A context-switch is already part of using the network, making oversubscription a natural way to mask the unavoidable latency associated with using the network, however once there is enough work to mask all the latency, additional oversubscription typically has a detrimental effect on performance, increasing execution time. This penalty is highly dependent on how tasks are scheduled to use machine resources.

The system used for benchmarking is a virtual machine it is not known if the virtual cores used are separate hardware resources, Simultaneous Multithreaded (SMT) cores, or virtual cores. Depending on how processes are scheduled, oversubscription may add more hardware resources or share existing resources. For example, doubling the number of processes could double the amount of cache or memory bandwidth available to the entire job, or halve the effective cache size and bandwidth per core.

All experiment results: EMS read and write are the blue lines which exceed 200k ops/sec. At 1.5M operations/second the Javascript EMS benchmark is fetching and validating data at over 6GB/sec. EMS writes are limited by the sequential memory allocator implemented in EMS which could be replaced with a more sophisticated parallel allocator.

EMS local memory access is many times lower latency and higher bandwidth than data access via a network and server, permitting upper-layer functionality to be implemented on EMS using an interpreted language and still achieve performance rivaling optimized native code.

Operation Latency

The time to perform each operation (from initiation to response) is measured and the minimum time is recorded as the minimum latency. This measurement demonstrates the fastest observed execution of the critical path through the client-server pair, and represents the performance potential of the existing code. This timing can also be used as the Tserial component of Amdahl's law (the portion which cannot be sped up with additional parallelism).

Fastest completion of a write operation.

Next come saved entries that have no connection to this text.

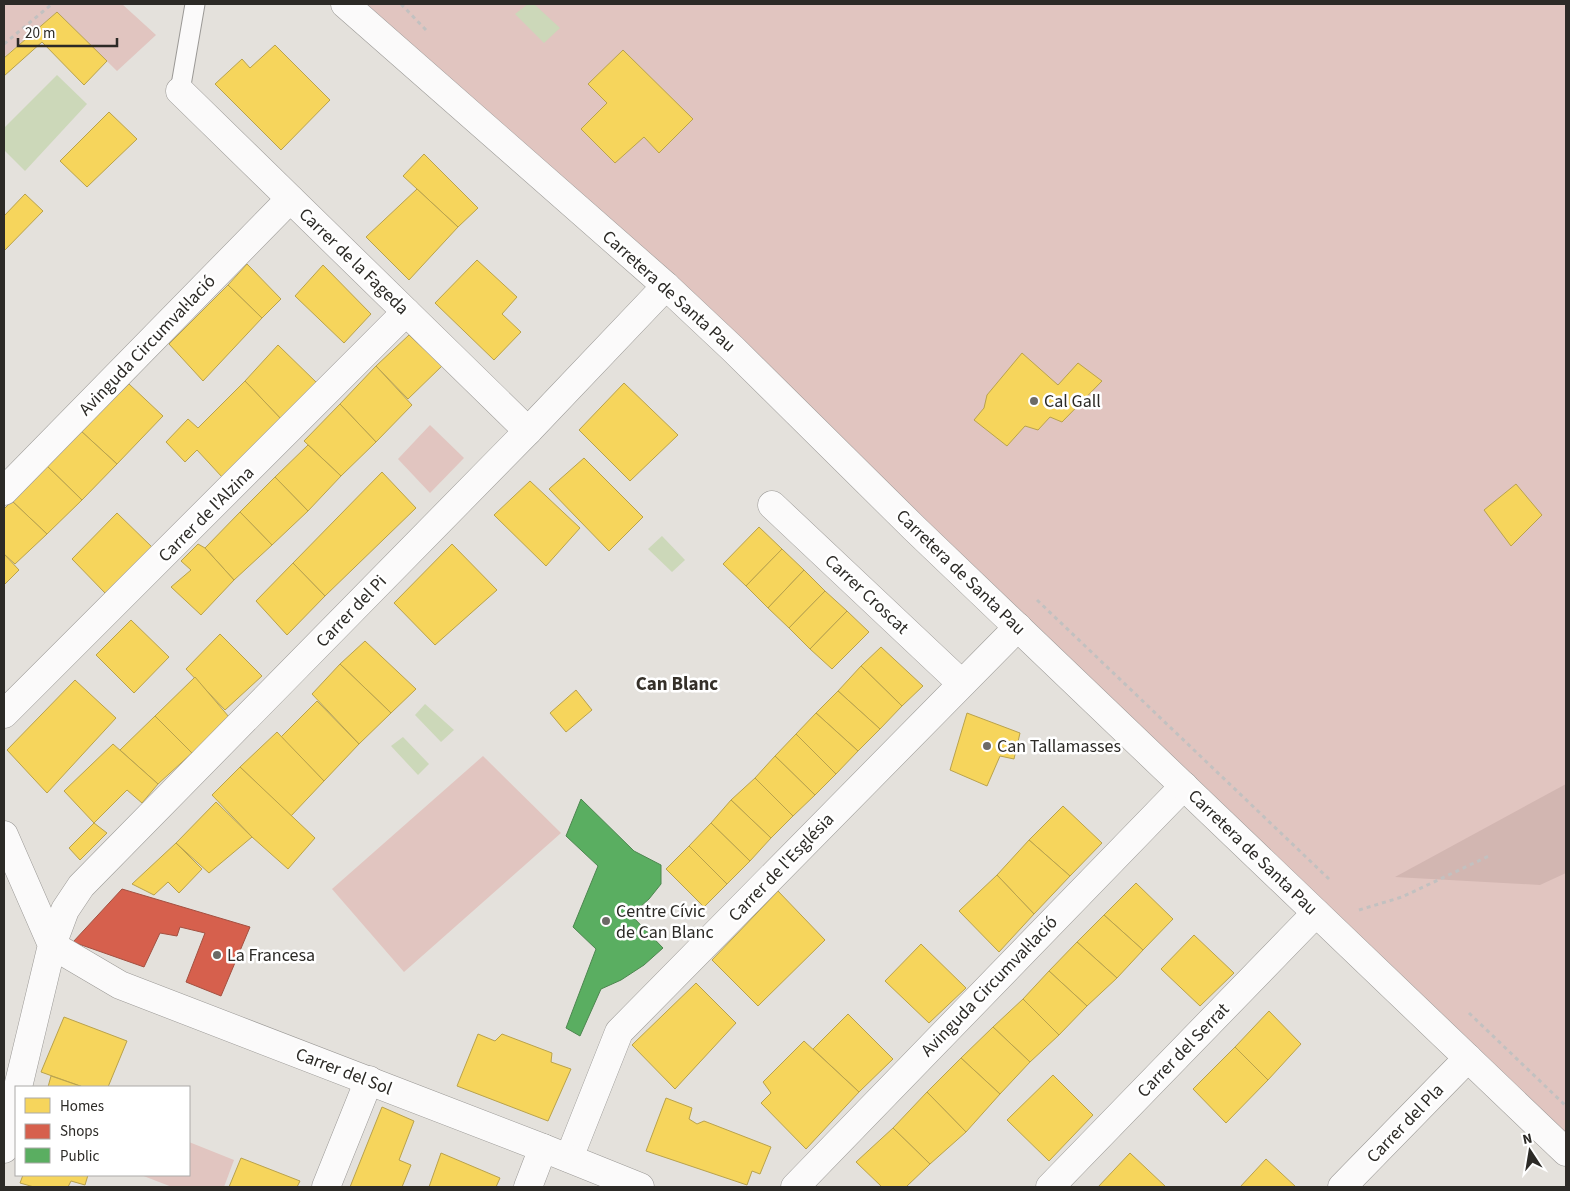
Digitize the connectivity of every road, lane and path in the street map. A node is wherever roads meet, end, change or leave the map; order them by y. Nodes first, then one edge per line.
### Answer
1 (52, 4) edge
2 (195, 4) edge
3 (347, 4) edge
4 (4, 44) edge
5 (180, 91) joint
6 (290, 199) junction
7 (666, 286) junction
8 (406, 312) junction
9 (528, 431) junction
10 (4, 491) edge
11 (772, 505) dead end
12 (1018, 627) junction
13 (961, 683) junction
14 (4, 714) edge
15 (1184, 786) junction
16 (4, 836) edge
17 (1491, 855) dead end
18 (1316, 913) junction
19 (52, 945) junction
20 (1468, 1058) junction
21 (369, 1080) junction
22 (18, 1086) edge
23 (15, 1100) edge
24 (543, 1148) junction
25 (4, 1149) edge
26 (1566, 1152) edge
27 (569, 1158) junction
28 (326, 1187) edge
29 (528, 1187) edge
30 (640, 1187) edge
31 (796, 1187) edge
32 (1050, 1187) edge
33 (1342, 1187) edge

1 - 4 path
2 - 5 lane
3 - 7 street, Carretera de Santa Pau
5 - 6 street, Carrer de la Fageda
6 - 8 street, Carrer de la Fageda
6 - 10 street, Avinguda Circumval·lació
7 - 9 street, Carrer del Pi
7 - 12 street, Carretera de Santa Pau
8 - 9 street, Carrer de la Fageda
8 - 14 street, Carrer de l'Alzina
9 - 19 street, Carrer del Pi
11 - 13 street, Carrer Croscat
12 - 13 street, Carrer de l'Església
12 - 15 street, Carretera de Santa Pau
13 - 27 street, Carrer de l'Església
15 - 18 street, Carretera de Santa Pau
15 - 31 street, Avinguda Circumval·lació
16 - 19 street
17 - 18 path
18 - 20 street, Carretera de Santa Pau
18 - 32 street, Carrer del Serrat
19 - 21 street, Carrer del Sol
19 - 22 street
20 - 26 street, Carretera de Santa Pau
20 - 33 street, Carrer del Pla
21 - 24 street, Carrer del Sol
21 - 28 street
23 - 25 street
24 - 27 street, Carrer del Sol
24 - 29 street
27 - 30 street, Carrer del Sol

Shared memory EMS response time is consistently under 2ms, Redis' latency increases with the number of clients eventually becoming slower than memcached and the same speed as EMScached.

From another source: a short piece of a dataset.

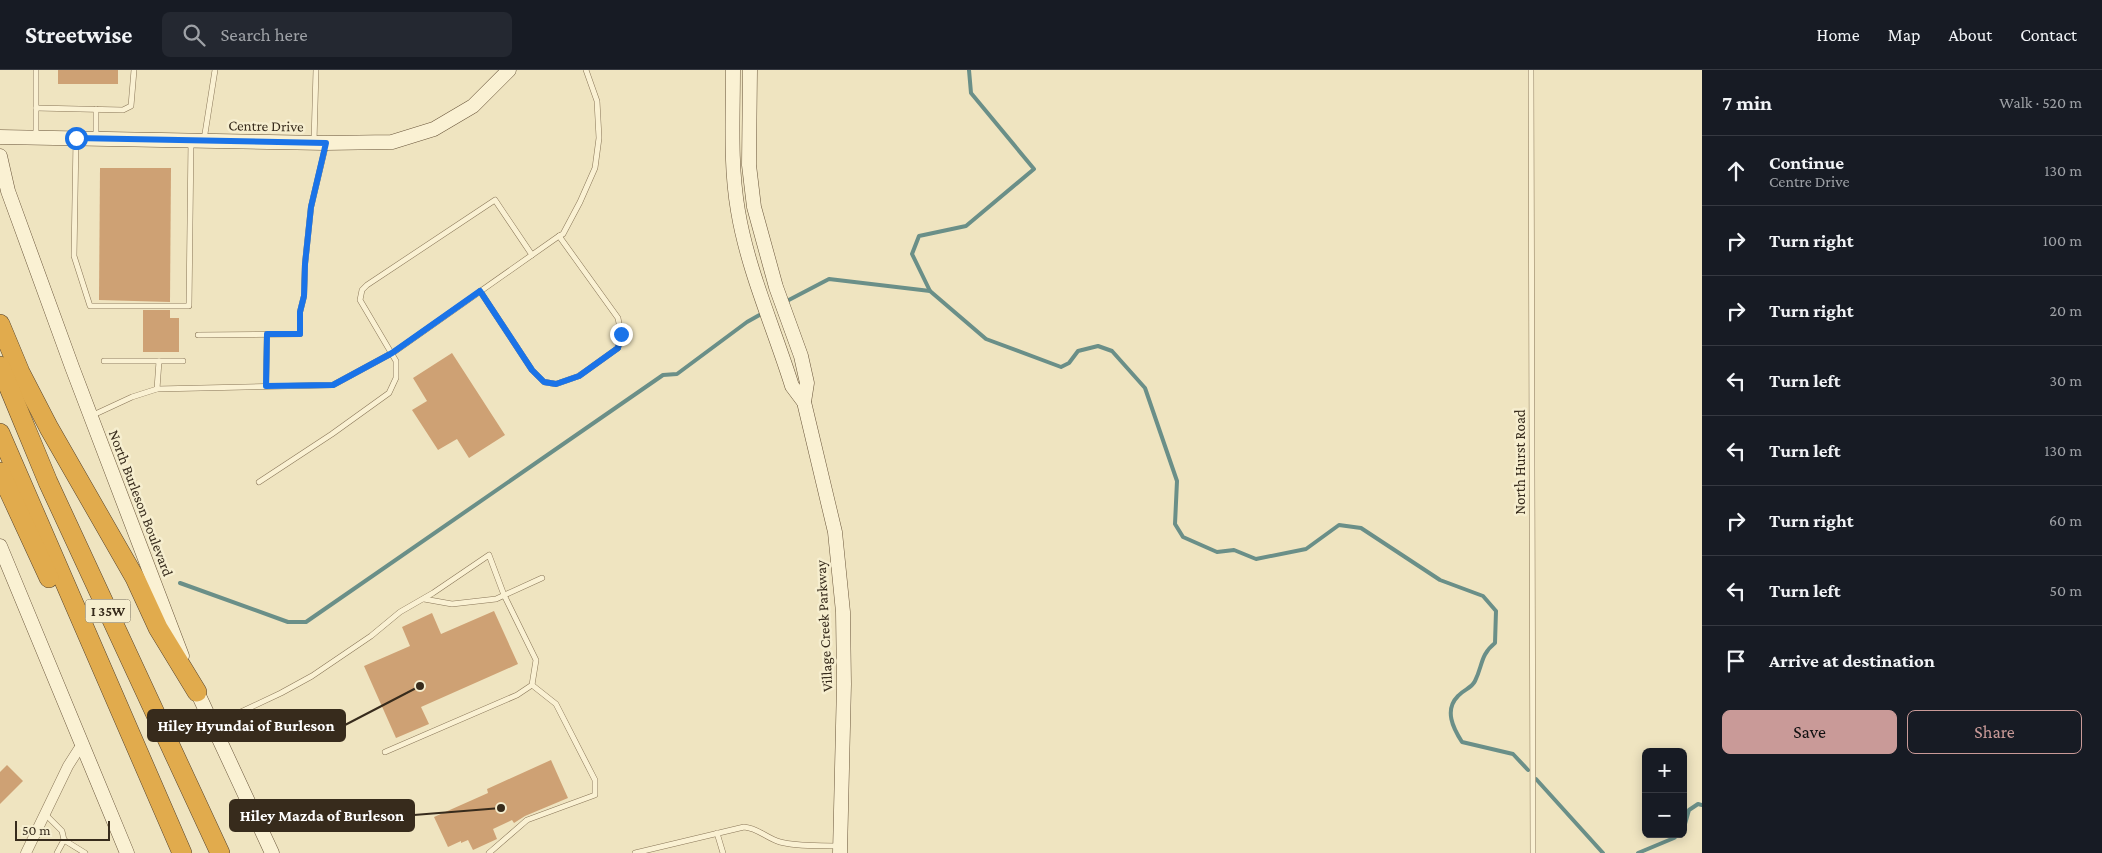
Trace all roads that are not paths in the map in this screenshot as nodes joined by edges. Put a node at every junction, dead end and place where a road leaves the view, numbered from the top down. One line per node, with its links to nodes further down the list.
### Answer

Fastest completion of a read operation. Shared memory EMS response time is consistently under 2ms, and EMScached server responses are about 150ms.



Number of EMS write operations retired per second to shared memory or different numbers of servers. EMS writes to shared memory are limited by the sequential memory allocator in EMS that could be replaced with more sophisticated allocator that supports concurrency. Scaling above 16 cores is limited by oversubscription (ie: 32 clients connected to 32 servers is oversubscribed by a factor of two).



Number of Memcached and Redis writes retired by their respective servers. Peak rate for single threaded Redis is about 40,000 writes per second. Multithreaded Memcached performance stepping is clearly seen as threads are added up to a maximum of about 100,000 writes per second on 4 threads. The lower oversubscription ratio allows Memcached benchmarks to scale up to 24 clients on this 32-core system.



Reads per second from a EMScached server. EMScached latency is longer than memcached and more concurrency is required to mask that latency. Oversubscription limits scaling past 16 server processes. EMS shared memory operates at 10x these rates (see All Experiments figure above), and is not shown to make the Y-axis clearer.



Reads per second from Memcached and Redis servers. Because Memcached's latency is lower than EMScached's, each server thread can process more operations per second and only 4 server threads are needed, allowing the clients to scale up to 24 processes before the machine is oversubscribed.

Conclusions

When EMS is used for finding, synchronizing, and marshaling shared data, performance of an untuned interpreted language implementing a key-value store can rival that of highly optimized natively compiled key-value store, but enjoys all the benefits of using high-level rapid development tools. EMS encourages integration, customization, and acceleration of legacy applications into high performance systems that are easier to scale, deploy, and maintain.